C’est justement là quelque chose que je n’accepte pas. Rien,
dans mon appartenance ethnique ou biologique ne devrait me valoir
une quelconque autorisation spéciale. Je dois tout aussi bien
reconnaître que je ne me suis jamais entendu dire à un ami
musulman, ou arabe : « Tu peux le dire ; n’es-tu
pas musulman ? » ou : « Tu peux bien le dire ;
n’es-tu pas Arabe ? » Je ne me souviens pas non plus
avoir jamais entendu quiconque suggérer à quelqu’un d’autre :
« Tu peux le dire, tu es protestant, Irlandais, Noir, etc. ».

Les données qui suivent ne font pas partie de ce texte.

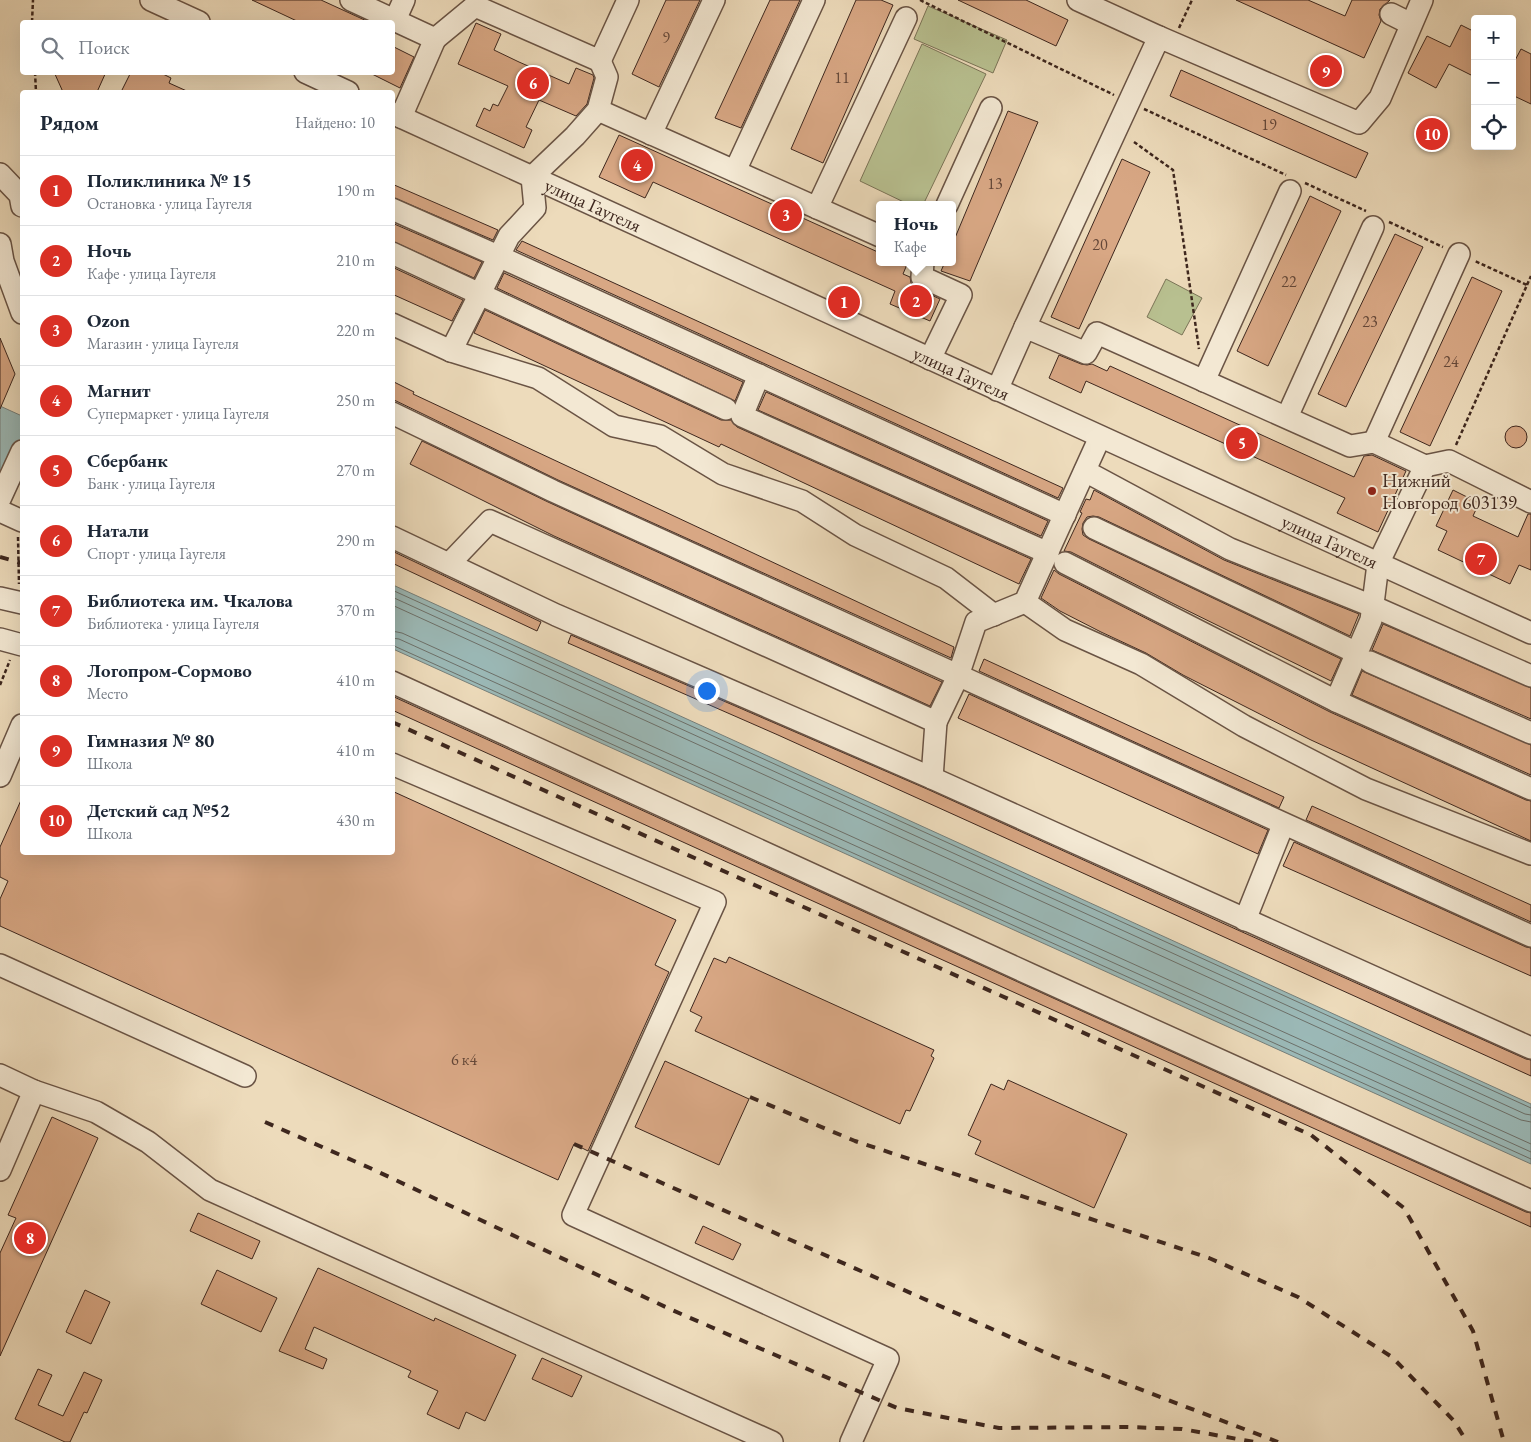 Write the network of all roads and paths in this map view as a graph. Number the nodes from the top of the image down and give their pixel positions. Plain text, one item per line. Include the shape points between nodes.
1 (33, 0) edge
2 (151, 0) edge
3 (352, 0) edge
4 (404, 0) edge
5 (628, 0) edge
6 (714, 0) edge
7 (814, 0) edge
8 (1078, 0) edge
9 (1422, 0) edge
10 (1391, 14) dead end
11 (906, 18) dead end
12 (32, 20) edge
13 (195, 20) edge
14 (395, 20) junction
15 (1411, 24) junction
16 (1160, 37) junction
17 (435, 39) junction
18 (600, 61) junction
19 (35, 75) edge
20 (311, 75) edge
21 (36, 90) edge
22 (344, 90) edge
23 (991, 108) dead end
24 (598, 110) junction
25 (397, 115) edge
26 (650, 134) junction
27 (1134, 142) dead end
28 (735, 171) junction
29 (0, 174) edge
30 (532, 178) junction
31 (1290, 191) dead end
32 (20, 195) edge
33 (949, 201) edge
34 (817, 208) junction
35 (395, 210) edge
36 (1373, 227) dead end
37 (876, 234) edge
38 (0, 244) edge
39 (395, 254) edge
40 (1459, 254) dead end
41 (498, 256) junction
42 (923, 266) edge
43 (1531, 276) edge
44 (1527, 285) dead end
45 (480, 294) junction
46 (20, 297) edge
47 (395, 325) edge
48 (1025, 327) junction
49 (451, 350) junction
50 (1200, 354) dead end
51 (930, 359) junction
52 (759, 375) junction
53 (1204, 381) junction
54 (998, 390) junction
55 (726, 409) dead end
56 (395, 414) edge
57 (1286, 417) junction
58 (1100, 437) junction
59 (1374, 442) junction
60 (20, 456) edge
61 (1424, 466) junction
62 (1085, 471) junction
63 (1, 502) edge
64 (1531, 502) edge
65 (1065, 515) junction
66 (20, 519) edge
67 (1094, 528) dead end
68 (395, 538) edge
69 (1056, 558) junction
70 (449, 564) junction
71 (1378, 564) junction
72 (0, 598) edge
73 (1025, 602) junction
74 (20, 603) edge
75 (1372, 606) junction
76 (994, 615) junction
77 (1531, 634) edge
78 (0, 639) edge
79 (20, 645) edge
80 (1364, 657) junction
81 (958, 676) junction
82 (1531, 676) edge
83 (395, 683) edge
84 (1336, 701) junction
85 (936, 722) junction
86 (20, 730) edge
87 (1531, 733) edge
88 (395, 765) edge
89 (0, 776) edge
90 (932, 778) junction
91 (1531, 789) edge
92 (1284, 825) junction
93 (1531, 854) edge
94 (1245, 920) junction
95 (1531, 936) edge
96 (0, 965) edge
97 (1531, 1048) edge
98 (0, 1075) edge
99 (246, 1076) dead end
100 (34, 1091) junction
101 (0, 1170) edge
102 (1531, 1201) edge
103 (772, 1442) edge
104 (851, 1442) edge

1 - 12 path
2 - 13 street
3 - 14 street
4 - 14 street
5 - 18 street
6 - 26 street
7 - 28 street
8 - 16 street
9 - 15 street
10 - 15 street
11 - 34 street
14 - 17 street
15 - 16 street via 1380,98 1359,122
16 - 48 street
17 - 18 street via 475,6
17 - 25 street
18 - 24 street via 607,77
19 - 21 path
20 - 22 street
23 - 33 street
24 - 26 street
24 - 30 street
25 - 30 street, улица Гаугеля
26 - 28 street
27 - 50 path via 1173,170
28 - 34 street
29 - 32 street
30 - 41 street via 535,208 509,236
30 - 51 street, улица Гаугеля
31 - 53 street
34 - 37 street
35 - 41 street
36 - 57 street
38 - 46 street via 3,261
39 - 45 street
40 - 59 street
41 - 45 street
41 - 52 street
42 - 51 street via 922,277 961,295
43 - 44 path
45 - 49 street
45 - 55 street
47 - 49 street
48 - 53 street via 1086,353 1096,333
48 - 54 street
49 - 76 street via 538,378 614,426 660,436 723,474 802,501 855,535 946,578
51 - 54 street, улица Гаугеля
52 - 65 street
52 - 69 street via 742,416
53 - 57 street
54 - 58 street, улица Гаугеля
56 - 81 street via 553,491
57 - 59 street via 1350,446
58 - 62 street
58 - 71 street, улица Гаугеля
59 - 61 street
60 - 63 street
61 - 64 street via 1449,461
61 - 71 street
62 - 65 street
62 - 75 street via 1230,549
63 - 66 street
65 - 69 street
67 - 80 street
68 - 70 street
69 - 73 street
69 - 84 street
70 - 85 street via 490,521
70 - 90 street via 556,615
71 - 75 street
71 - 77 street, улица Гаугеля
72 - 74 street
73 - 76 street
73 - 93 street via 1065,630 1141,664 1244,726 1366,790
75 - 80 street
75 - 82 street
76 - 81 street via 976,622
78 - 79 street
80 - 84 street
80 - 87 street
81 - 85 street
81 - 92 street
83 - 102 street
84 - 91 street
85 - 90 street
86 - 89 street
88 - 104 street via 715,902 573,1215 888,1359
90 - 94 street
92 - 94 street
92 - 95 street
94 - 97 street
96 - 99 street
98 - 100 street
100 - 101 street
100 - 103 street via 96,1112 148,1142 210,1190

Il est notable que l’Etat juif et ses fans aient réussi à
positionner leur pays chouchou dans une position éminemment
privilégiée et précieuse, car très au-delà de toute critique.
Ma responsabilité, c’est de dénoncer le caractère totalement
fallacieux de cette tactique.
Je
pense que nous ne pourrons former le moindre espoir pour la
Palestine tant que nous n’aurons pas appris à parler librement,
tant que nous ne nous serons pas autorisés à ouvrir le débat.
Je me permets même d’ajouter que je suis sincèrement persuadé
qu’une telle initiative sera bénéfique pour les sionistes et
les Israéliens eux-mêmes
Les
Israéliens et ceux qui les soutiennent se placent eux-mêmes dans
une sorte d’abri artificiel et coupé de toute réalité. Ils se
sont entourés de murs de sécurité et ils ont réussi à bloquer
tous les canaux de la critique. Etant dans un état de cécité
totale, les Israéliens n’ont pas remarqué qu’ils sont
devenus l’incarnation du mal contemporain. Plus que quiconque
d’autre, ce sont l’Etat d’Israël et les Israéliens, qui
ont besoin qu’on les réveille. Immédiatement.